#### [WHAT YOU NEED TO DO]
Number of lines below with the word "يوسف": state it and write nothing more.

■ ■ ■ ■

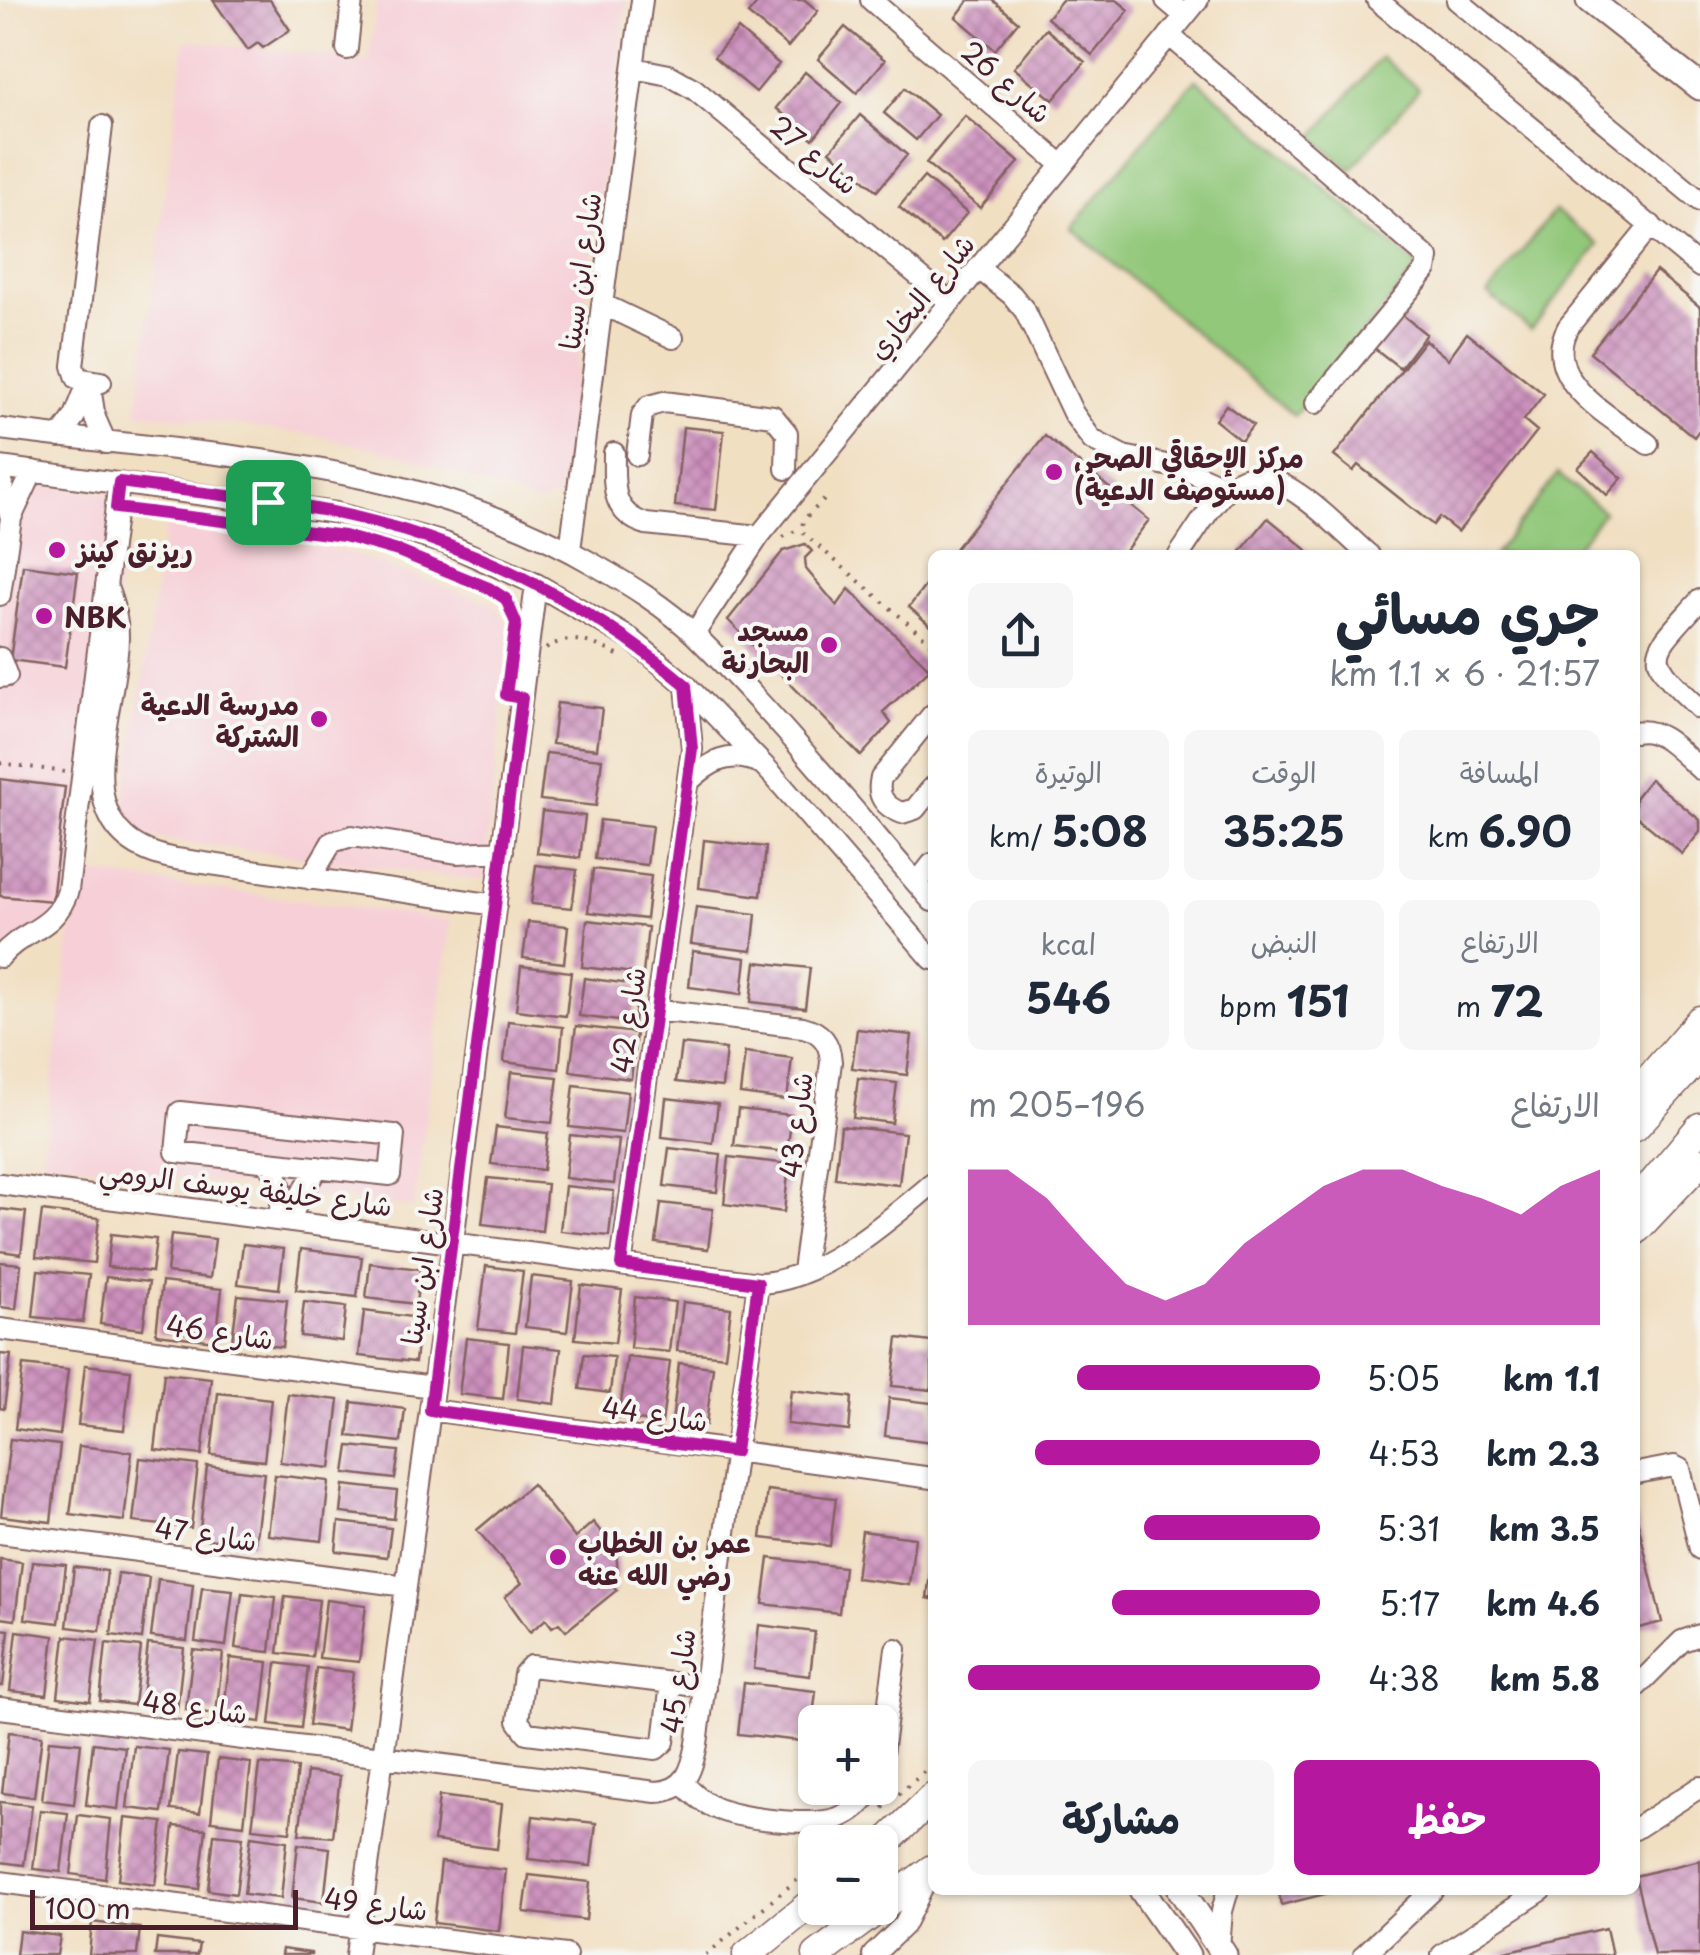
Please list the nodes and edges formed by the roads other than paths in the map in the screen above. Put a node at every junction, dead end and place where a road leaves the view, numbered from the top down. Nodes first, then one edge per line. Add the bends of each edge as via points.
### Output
1 (352, 0) edge
2 (642, 0) edge
3 (871, 0) edge
4 (1166, 0) edge
5 (1378, 0) edge
6 (1457, 0) edge
7 (1589, 0) edge
8 (1191, 8) edge
9 (1169, 35) junction
10 (346, 49) dead end
11 (634, 68) junction
12 (1700, 87) edge
13 (102, 126) dead end
14 (1062, 165) junction
15 (1700, 200) edge
16 (1650, 226) junction
17 (1700, 267) edge
18 (978, 268) junction
19 (950, 302) junction
20 (602, 304) junction
21 (674, 338) dead end
22 (95, 382) junction
23 (1316, 403) dead end
24 (0, 429) edge
25 (60, 437) junction
26 (106, 443) junction
27 (1648, 444) dead end
28 (614, 453) dead end
29 (637, 455) dead end
30 (227, 456) junction
31 (277, 463) junction
32 (0, 467) edge
33 (786, 469) dead end
34 (33, 472) junction
35 (0, 477) edge
36 (119, 482) junction
37 (1228, 488) junction
38 (223, 496) junction
39 (268, 502) junction
40 (11, 518) junction
41 (758, 536) junction
42 (570, 550) junction
43 (1182, 550) edge
44 (1363, 550) edge
45 (106, 584) junction
46 (536, 584) junction
47 (0, 595) edge
48 (1700, 600) edge
49 (694, 634) junction
50 (686, 685) junction
51 (1700, 709) edge
52 (928, 721) edge
53 (1640, 731) edge
54 (760, 762) junction
55 (1700, 769) edge
56 (688, 783) junction
57 (833, 786) junction
58 (928, 793) edge
59 (806, 813) junction
60 (869, 828) junction
61 (503, 851) junction
62 (840, 853) junction
63 (928, 869) edge
64 (310, 878) junction
65 (916, 883) junction
66 (928, 896) edge
67 (496, 905) junction
68 (928, 955) edge
69 (0, 957) edge
70 (656, 1010) junction
71 (1700, 1017) edge
72 (1700, 1056) edge
73 (1640, 1064) edge
74 (1640, 1089) edge
75 (1640, 1122) edge
76 (1700, 1127) edge
77 (266, 1162) junction
78 (1700, 1162) edge
79 (318, 1167) junction
80 (0, 1184) edge
81 (928, 1187) edge
82 (1640, 1198) edge
83 (285, 1220) junction
84 (1640, 1226) edge
85 (453, 1241) junction
86 (621, 1265) junction
87 (804, 1271) junction
88 (758, 1283) junction
89 (0, 1330) edge
90 (433, 1387) junction
91 (430, 1410) junction
92 (735, 1452) junction
93 (1640, 1472) edge
94 (928, 1477) edge
95 (0, 1533) edge
96 (1700, 1548) edge
97 (406, 1586) junction
98 (1700, 1635) edge
99 (896, 1649) dead end
100 (672, 1683) junction
101 (1640, 1683) edge
102 (705, 1686) junction
103 (889, 1705) edge
104 (0, 1708) edge
105 (383, 1758) junction
106 (683, 1783) junction
107 (1700, 1787) edge
108 (858, 1805) edge
109 (928, 1805) edge
110 (1640, 1826) edge
111 (898, 1832) edge
112 (928, 1872) edge
113 (928, 1877) edge
114 (0, 1882) edge
115 (1145, 1895) edge
116 (1184, 1895) edge
117 (1227, 1895) edge
118 (1428, 1895) edge
119 (1534, 1895) edge
120 (798, 1914) edge
121 (360, 1929) junction
122 (1221, 1951) edge
123 (356, 1955) edge
124 (566, 1955) edge
125 (747, 1955) edge
126 (817, 1955) edge
127 (874, 1955) edge
128 (1187, 1955) edge
129 (1364, 1955) edge
130 (1442, 1955) edge

1 - 10 street
2 - 11 street, شارع ابن سينا
3 - 14 street, شارع 26
4 - 8 street
5 - 16 street
6 - 15 street
7 - 12 main road
8 - 9 street, شارع البخاري
9 - 14 street, شارع البخاري
9 - 23 street via 1428,258 1426,270
11 - 19 street, شارع 27 via 694,89
11 - 20 street, شارع ابن سينا
13 - 22 street via 73,366 77,378
14 - 18 street, شارع البخاري
16 - 17 street
16 - 27 street via 1568,326 1560,352 1571,383
18 - 19 street, شارع البخاري
18 - 37 street via 1025,311 1072,413 1092,440 1122,456 1181,468
19 - 41 street, شارع البخاري
20 - 21 street
20 - 42 street, شارع ابن سينا
22 - 25 street
22 - 26 street via 94,418
24 - 25 street
25 - 26 street
26 - 30 street
28 - 41 street via 614,494 630,518
29 - 33 street via 645,410 664,402 773,416 787,432
30 - 31 street
30 - 38 street via 232,472
31 - 39 street via 262,489
31 - 42 street via 415,488
32 - 34 street
34 - 36 street
34 - 40 street
35 - 40 street
36 - 38 street
36 - 45 street
37 - 43 street
37 - 44 street via 1254,476 1277,480
38 - 39 street
39 - 46 street via 410,532
40 - 47 street
41 - 49 street, شارع البخاري
42 - 49 street
45 - 64 street via 118,639 100,776 113,824 152,854
45 - 69 street via 64,902 52,920
46 - 50 street via 631,639
46 - 61 street, شارع ابن سينا
48 - 51 street via 1662,642 1658,656 1665,676
49 - 57 street
50 - 54 street
50 - 56 street, شارع 42 via 693,737
52 - 58 street via 878,787 883,801 902,813
53 - 55 street via 1658,734
54 - 56 street via 724,758
54 - 59 street
56 - 70 street, شارع 42
57 - 59 street via 820,810
57 - 60 street
59 - 62 street
60 - 62 street via 854,828 842,838
60 - 65 street
61 - 64 street via 456,853 352,836 324,850
61 - 67 street, شارع ابن سينا
62 - 68 street
63 - 65 street
64 - 67 street
65 - 66 street
67 - 85 street, شارع ابن سينا
70 - 86 street, شارع 42
70 - 87 street, شارع 43 via 803,1027 826,1041 830,1062
71 - 73 highway
71 - 74 highway
72 - 75 highway
76 - 82 highway
77 - 79 street
77 - 79 street via 176,1152 180,1112 394,1135 390,1175
77 - 83 street via 280,1178
78 - 84 highway
79 - 83 street
80 - 83 street, شارع خليفة يوسف الرومي
81 - 87 street, شارع خليفة يوسف الرومي via 875,1230
83 - 85 street, شارع خليفة يوسف الرومي
85 - 86 street, شارع خليفة يوسف الرومي
85 - 90 street, شارع ابن سينا
86 - 88 street, شارع خليفة يوسف الرومي
87 - 88 street, شارع خليفة يوسف الرومي
88 - 92 street, شارع 45
89 - 90 street, شارع 46
90 - 91 street, شارع ابن سينا
91 - 92 street, شارع 44
91 - 97 street, شارع ابن سينا
92 - 94 street, شارع 44
92 - 102 street, شارع 45
93 - 96 street via 1680,1469
95 - 97 street, شارع 47
97 - 105 street, شارع ابن سينا
98 - 101 street via 1682,1640
99 - 103 street
100 - 100 street via 530,1666 518,1720 533,1734 656,1749 664,1742
100 - 102 street
102 - 106 street, شارع 45
104 - 105 street, شارع 48
105 - 106 street via 656,1792
105 - 121 street, شارع ابن سينا
106 - 108 street via 719,1810 806,1822
107 - 110 street
109 - 111 highway
112 - 126 highway
113 - 127 street via 904,1925
114 - 121 street, شارع 49
115 - 128 main road
116 - 122 main road
117 - 122 street
118 - 129 street
119 - 130 street
120 - 125 highway
121 - 123 street, شارع ابن سينا
121 - 124 street, شارع 49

■ ■ ■ ■

#### [RESULT]
6